Two more resolves and

unit-grafana-0: 17:17:56 ERROR unit.grafana/0.juju-log metrics-endpoint:20: Uncaught exception while in charm code:
Traceback (most recent call last):
  File "./src/charm.py", line 1312, in <module>
    main(GrafanaCharm, use_juju_for_storage=True)
  File "/var/lib/juju/agents/unit-grafana-0/charm/venv/ops/main.py", line 441, in main
    _emit_charm_event(charm, dispatcher.event_name)
  File "/var/lib/juju/agents/unit-grafana-0/charm/venv/ops/main.py", line 149, in _emit_charm_event
    event_to_emit.emit(*args, **kwargs)
  File "/var/lib/juju/agents/unit-grafana-0/charm/venv/ops/framework.py", line 344, in emit
    framework._emit(event)
  File "/var/lib/juju/agents/unit-grafana-0/charm/venv/ops/framework.py", line 841, in _emit
    self._reemit(event_path)
  File "/var/lib/juju/agents/unit-grafana-0/charm/venv/ops/framework.py", line 930, in _reemit
    custom_handler(event)
  File "./src/charm.py", line 370, in _maybe_provision_own_dashboard
    self.init_dashboard_provisioning(dashboards_dir_path)
  File "./src/charm.py", line 521, in init_dashboard_provisioning
    self._configure()
  File "./src/charm.py", line 436, in _configure
    if self._check_datasource_provisioning():
  File "./src/charm.py", line 403, in _check_datasource_provisioning
    grafana_datasources = self._generate_datasource_config()
  File "./src/charm.py", line 1023, in _generate_datasource_config
    for source_info in self.source_consumer.sources:
  File "/var/lib/juju/agents/unit-grafana-0/charm/lib/charms/grafana_k8s/v0/grafana_source.py", line 707, in sources
    stored_sources = self.get_peer_data("sources")
  File "/var/lib/juju/agents/unit-grafana-0/charm/lib/charms/grafana_k8s/v0/grafana_source.py", line 731, in get_peer_data
    data = self._charm.peers.data[self._charm.app].get(key, "")  # type: ignore[attr-defined]
AttributeError: 'NoneType' object has no attribute 'data'
unit-grafana-0: 17:17:56 ERROR juju.worker.uniter.operation hook "metrics-endpoint-relation-broken" (via hook dispatching script: dispatch) failed: exit status 1
PietroPasotti commented 8 months ago

Issue is that the peer relation is apparently removed before the grafana-source one.
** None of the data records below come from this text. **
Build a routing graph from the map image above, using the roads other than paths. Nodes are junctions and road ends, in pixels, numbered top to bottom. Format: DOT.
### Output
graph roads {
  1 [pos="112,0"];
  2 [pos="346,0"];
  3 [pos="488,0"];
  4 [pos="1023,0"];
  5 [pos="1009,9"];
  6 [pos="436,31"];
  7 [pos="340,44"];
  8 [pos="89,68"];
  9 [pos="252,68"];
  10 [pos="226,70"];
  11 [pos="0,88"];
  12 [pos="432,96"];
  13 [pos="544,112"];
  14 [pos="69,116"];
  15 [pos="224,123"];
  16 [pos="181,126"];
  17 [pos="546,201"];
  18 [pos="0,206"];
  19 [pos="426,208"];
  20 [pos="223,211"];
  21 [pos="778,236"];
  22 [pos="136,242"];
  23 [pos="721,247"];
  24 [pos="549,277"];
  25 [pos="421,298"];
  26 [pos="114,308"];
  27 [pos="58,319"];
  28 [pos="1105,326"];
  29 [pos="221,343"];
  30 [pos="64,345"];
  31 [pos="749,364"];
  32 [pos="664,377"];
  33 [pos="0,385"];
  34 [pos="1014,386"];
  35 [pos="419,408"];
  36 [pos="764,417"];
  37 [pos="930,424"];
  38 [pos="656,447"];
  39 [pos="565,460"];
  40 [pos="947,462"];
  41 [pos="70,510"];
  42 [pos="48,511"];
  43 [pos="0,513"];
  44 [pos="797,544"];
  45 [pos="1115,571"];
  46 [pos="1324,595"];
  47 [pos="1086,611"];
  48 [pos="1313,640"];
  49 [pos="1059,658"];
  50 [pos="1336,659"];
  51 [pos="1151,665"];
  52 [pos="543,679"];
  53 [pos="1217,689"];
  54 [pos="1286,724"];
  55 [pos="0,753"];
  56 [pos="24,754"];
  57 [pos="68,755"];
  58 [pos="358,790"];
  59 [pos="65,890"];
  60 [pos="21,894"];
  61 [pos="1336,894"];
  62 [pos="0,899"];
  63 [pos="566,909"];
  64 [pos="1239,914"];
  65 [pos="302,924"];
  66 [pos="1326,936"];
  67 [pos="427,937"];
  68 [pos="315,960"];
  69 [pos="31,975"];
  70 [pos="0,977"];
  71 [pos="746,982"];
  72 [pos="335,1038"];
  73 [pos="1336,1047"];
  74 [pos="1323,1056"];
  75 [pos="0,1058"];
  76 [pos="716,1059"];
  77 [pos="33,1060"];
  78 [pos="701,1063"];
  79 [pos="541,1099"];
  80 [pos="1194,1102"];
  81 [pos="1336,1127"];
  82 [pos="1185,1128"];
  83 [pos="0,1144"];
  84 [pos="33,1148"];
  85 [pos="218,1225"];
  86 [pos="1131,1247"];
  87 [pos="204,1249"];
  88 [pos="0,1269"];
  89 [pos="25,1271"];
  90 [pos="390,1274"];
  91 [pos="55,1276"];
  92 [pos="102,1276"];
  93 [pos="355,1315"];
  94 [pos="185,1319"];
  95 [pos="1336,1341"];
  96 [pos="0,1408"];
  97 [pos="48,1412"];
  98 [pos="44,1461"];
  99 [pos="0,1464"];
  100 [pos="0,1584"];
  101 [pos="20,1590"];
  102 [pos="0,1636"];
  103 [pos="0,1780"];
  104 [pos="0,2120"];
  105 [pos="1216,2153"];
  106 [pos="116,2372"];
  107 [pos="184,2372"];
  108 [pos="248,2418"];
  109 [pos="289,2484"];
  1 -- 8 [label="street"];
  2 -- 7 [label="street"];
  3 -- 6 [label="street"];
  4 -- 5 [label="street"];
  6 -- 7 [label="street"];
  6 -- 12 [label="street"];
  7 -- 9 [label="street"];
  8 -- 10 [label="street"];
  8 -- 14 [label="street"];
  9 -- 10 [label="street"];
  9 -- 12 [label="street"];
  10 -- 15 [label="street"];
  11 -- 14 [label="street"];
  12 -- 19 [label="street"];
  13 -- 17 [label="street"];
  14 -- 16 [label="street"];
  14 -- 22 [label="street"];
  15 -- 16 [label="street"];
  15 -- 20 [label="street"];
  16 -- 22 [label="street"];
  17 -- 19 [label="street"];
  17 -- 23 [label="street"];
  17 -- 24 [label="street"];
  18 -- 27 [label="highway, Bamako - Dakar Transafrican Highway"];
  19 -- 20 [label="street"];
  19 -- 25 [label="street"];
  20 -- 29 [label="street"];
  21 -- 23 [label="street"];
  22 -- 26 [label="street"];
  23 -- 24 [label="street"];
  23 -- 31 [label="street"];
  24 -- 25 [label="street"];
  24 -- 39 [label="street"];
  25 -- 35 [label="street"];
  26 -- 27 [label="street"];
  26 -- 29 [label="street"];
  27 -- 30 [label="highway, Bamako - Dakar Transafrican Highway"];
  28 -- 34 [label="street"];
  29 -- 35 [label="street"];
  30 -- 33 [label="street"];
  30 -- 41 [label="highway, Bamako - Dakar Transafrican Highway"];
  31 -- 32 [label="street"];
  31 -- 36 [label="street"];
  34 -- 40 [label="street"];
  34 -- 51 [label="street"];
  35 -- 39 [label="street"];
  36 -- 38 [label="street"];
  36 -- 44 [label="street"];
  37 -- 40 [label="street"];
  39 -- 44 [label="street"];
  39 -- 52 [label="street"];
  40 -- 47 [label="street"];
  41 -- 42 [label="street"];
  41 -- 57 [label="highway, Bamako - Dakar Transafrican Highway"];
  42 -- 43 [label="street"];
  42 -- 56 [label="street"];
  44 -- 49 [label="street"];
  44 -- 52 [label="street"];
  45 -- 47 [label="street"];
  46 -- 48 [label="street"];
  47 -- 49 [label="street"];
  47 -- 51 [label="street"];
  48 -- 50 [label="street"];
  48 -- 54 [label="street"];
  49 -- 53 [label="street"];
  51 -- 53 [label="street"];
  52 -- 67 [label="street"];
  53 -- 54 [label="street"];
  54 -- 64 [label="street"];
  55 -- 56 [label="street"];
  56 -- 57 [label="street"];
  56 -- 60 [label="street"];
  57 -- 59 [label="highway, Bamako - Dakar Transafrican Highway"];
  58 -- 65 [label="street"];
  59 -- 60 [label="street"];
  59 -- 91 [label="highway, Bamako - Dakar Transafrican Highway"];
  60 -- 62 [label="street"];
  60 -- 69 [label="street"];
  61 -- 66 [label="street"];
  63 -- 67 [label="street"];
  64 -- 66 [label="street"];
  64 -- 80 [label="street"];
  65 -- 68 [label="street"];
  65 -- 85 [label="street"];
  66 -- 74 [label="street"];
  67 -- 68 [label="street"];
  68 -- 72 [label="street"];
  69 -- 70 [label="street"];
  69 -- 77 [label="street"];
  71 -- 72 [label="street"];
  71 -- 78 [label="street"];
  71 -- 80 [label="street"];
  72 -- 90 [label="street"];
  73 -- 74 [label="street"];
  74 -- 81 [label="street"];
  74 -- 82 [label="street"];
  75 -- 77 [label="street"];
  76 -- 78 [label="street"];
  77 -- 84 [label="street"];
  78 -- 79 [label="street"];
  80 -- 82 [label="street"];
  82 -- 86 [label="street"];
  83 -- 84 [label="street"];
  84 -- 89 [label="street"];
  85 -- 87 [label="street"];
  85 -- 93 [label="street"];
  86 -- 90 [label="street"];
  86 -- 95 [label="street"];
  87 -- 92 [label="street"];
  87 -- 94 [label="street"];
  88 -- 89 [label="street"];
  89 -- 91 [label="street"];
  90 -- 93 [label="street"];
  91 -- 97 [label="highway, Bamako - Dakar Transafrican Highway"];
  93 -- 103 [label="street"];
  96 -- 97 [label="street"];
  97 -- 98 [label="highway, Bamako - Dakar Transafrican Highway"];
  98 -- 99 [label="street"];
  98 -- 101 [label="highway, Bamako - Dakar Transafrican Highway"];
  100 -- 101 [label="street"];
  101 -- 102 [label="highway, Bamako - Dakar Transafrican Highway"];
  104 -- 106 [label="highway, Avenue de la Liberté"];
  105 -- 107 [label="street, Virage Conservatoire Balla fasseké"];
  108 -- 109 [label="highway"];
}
So when the charm lib does self._charm.peers, which does self.model.get_relation(PEER), it gets a None. Solution: add guards in front of all self._charm.peers calls to early-exit if there is no peer relation (which hopefully only ever happens if the charm is being nuked)

phvalguima commented 3 months ago

Seeing this issue on grafana latest/stable, revision 113